A prime model of this type of multimodal composition that communicates complexity in a piece that is not a traditional essay is Scott McCloud’s (1993) famous work, Understanding Comics: the invisible art. Not only did McCloud unveil a deeper knowledge of the comic book genre as using visual and textual modes to tell a story, he demonstrated his argument succinctly in the format that he was defending. McCloud’s analysis of comic books is inclusive of the popular reader who can exercise visual literacy but does not encounter enough instances in educational environments. In this work, McCloud establishes the relationship with visual and linguistic communication through logical argumentation and a visual narrative. Also, Understanding Comics is a multimodal composition that exhibits much of what James Paul Gee (2004) describes in Situated language and learning: A critique of traditional schoolingas “home literacies”; this is the idea that “the vast majority of children enter school with vocabularies fully fit for everyday life, with complex grammar and with deep understandings of experiences and stories” (p.16). If only students were able to exhibit this literacy in the classroom.

Hence, I was inspired to bring the composing genre of comic books to my Writing for Interactive Media course. The text I use in this course, Writer/Designer: a guide to making multimodal projectsby Kristin Arola, Jennifer Sheppard, and Cheryl Ball, helps me ground this assignment in a composing classroom. Arola, Sheppard, and Ball (2014) state in the preface to this text that “providing students with the chance to experiment and reflect on composing in different modalities will help them develop the confidence and competence they need to leverage both old and new technologies and media for successful communication” (p. vii). My goals in class align with the author’s here because designing a multimodal project, like a comic book, is a springboard towards a larger spectrum of communication that gives students confidence to compose in old and new technologies.

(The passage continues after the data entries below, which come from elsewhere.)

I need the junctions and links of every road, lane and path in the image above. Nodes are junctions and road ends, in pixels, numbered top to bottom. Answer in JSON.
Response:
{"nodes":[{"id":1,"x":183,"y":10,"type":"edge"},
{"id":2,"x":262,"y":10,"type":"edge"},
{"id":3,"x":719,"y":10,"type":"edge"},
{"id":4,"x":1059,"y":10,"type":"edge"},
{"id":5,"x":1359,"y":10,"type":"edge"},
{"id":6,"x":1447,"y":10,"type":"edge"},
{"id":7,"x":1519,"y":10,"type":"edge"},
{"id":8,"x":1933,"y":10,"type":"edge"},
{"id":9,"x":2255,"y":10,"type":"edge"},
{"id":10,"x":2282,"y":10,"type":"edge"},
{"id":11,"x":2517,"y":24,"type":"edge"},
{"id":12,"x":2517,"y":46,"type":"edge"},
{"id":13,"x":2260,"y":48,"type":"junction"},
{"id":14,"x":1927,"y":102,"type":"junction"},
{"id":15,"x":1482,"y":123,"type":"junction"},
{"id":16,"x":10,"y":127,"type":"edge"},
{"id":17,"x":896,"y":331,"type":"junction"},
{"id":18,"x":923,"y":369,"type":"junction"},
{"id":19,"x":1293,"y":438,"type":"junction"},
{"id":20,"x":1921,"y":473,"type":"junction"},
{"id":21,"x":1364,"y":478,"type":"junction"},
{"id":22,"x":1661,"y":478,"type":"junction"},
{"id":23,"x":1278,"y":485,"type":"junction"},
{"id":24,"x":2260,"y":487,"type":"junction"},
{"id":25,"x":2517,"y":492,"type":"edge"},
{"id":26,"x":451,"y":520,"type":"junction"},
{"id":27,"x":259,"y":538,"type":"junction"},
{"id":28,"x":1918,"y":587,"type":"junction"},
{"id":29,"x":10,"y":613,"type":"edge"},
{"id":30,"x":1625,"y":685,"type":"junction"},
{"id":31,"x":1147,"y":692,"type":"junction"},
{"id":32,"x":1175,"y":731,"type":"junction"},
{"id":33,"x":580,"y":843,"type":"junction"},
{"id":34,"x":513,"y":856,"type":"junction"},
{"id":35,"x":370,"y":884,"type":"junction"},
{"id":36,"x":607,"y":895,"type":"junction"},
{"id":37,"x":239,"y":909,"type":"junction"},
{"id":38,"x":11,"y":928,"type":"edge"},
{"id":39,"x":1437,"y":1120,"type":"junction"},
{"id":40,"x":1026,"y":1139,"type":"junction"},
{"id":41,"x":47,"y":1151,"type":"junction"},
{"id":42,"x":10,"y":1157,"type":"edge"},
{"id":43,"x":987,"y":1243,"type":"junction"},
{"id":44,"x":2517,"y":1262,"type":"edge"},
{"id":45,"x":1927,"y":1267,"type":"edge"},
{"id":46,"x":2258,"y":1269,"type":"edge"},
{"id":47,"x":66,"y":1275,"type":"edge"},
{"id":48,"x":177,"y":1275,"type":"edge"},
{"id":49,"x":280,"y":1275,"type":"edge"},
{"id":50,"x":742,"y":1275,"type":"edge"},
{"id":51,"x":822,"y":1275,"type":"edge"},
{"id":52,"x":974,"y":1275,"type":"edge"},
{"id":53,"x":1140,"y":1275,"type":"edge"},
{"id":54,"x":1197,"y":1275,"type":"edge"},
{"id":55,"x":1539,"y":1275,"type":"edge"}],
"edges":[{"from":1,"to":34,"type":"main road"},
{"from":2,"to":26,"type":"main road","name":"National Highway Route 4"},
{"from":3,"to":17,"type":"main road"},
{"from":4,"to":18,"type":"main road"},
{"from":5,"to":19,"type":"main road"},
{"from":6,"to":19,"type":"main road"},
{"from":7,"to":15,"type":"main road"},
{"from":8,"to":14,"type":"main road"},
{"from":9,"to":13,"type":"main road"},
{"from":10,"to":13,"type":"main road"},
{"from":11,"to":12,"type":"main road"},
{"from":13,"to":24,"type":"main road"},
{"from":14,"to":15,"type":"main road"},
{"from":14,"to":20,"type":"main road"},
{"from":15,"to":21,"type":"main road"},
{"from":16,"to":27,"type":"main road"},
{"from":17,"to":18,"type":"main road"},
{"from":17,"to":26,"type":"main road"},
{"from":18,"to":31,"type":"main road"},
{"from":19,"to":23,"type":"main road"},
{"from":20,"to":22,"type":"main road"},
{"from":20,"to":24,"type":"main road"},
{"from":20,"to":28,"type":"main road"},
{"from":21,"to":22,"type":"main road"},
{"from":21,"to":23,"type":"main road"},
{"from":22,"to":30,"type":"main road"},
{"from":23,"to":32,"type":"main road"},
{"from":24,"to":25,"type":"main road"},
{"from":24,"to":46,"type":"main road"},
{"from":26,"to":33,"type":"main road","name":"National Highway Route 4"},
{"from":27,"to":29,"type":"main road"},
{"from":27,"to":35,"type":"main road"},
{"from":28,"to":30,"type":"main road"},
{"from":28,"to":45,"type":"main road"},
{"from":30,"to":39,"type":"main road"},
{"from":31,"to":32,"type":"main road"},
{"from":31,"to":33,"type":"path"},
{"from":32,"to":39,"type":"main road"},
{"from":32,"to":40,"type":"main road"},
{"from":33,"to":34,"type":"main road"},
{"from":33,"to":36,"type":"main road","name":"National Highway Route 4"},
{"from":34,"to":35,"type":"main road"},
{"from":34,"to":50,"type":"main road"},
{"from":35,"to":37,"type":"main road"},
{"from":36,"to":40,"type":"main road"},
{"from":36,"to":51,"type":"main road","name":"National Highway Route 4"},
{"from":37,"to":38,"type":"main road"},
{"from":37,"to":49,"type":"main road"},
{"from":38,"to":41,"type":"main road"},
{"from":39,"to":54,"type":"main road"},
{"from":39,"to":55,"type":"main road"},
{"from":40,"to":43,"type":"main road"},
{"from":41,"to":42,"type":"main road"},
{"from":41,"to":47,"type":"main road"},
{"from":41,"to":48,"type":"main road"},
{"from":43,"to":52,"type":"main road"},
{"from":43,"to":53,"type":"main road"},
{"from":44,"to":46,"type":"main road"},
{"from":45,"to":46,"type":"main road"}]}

Writer/Designer gives an excellent introduction to visual and linguistic composition in the section on storyboards. Although a storyboard is largely designed as a guideline for video or animation projects, a storyboard and comic both “[represent] a text that moves through time” (Arola, Sheppard, and Ball, 2014, p 96). An instructor can choose to focus on the visual and linguistic multimodal composition of the comic book alone, or the instructor can have assignments build on each other so that a comic book can eventually serve as a storyboard for video or documentary project. For the time being, I have chosen to use the storyboard section as a foundation for a comic book project.

Before assigning my students this assignment, I created a comic myself that exhibited the principles I had in mind for the assignment. I wanted to lead by example with my students and show that the genre of comic books could convey a complex message through both visual and linguistic modes (with some spatial and gesture modes sprinkled in). In this piece, I debate with Quintilian on issues of education structure and literacy. By having a dialogue with Quintilian, I am able to give the reader a visual narrative of my discussion with a figure central to education. The comic book simultaneously allows for visual storytelling and a linguistic dialogue that brings the reader into a fictitious engagement that breathes new life into rhetorical and educational theory.

I enjoyed creating this comic book because it helped me show my students that one can address academic issues in the format of a comic book. Even more, this comic book exhibits the expansive academic message a composer is able to relay to a reader within a visual and linguistic multimodal composition.

 

 

Arola, K., et al. (2014). Writer/Designer: a guide to making multimodal projects. Bedford/St. Martin’s: 2014.

Gee, J. (2004). Situated language and learning: A critique of traditional schooling. New York: Routledge.

McCloud, S. (1993). Understanding comics: the invisible art. New York: HarperCollins.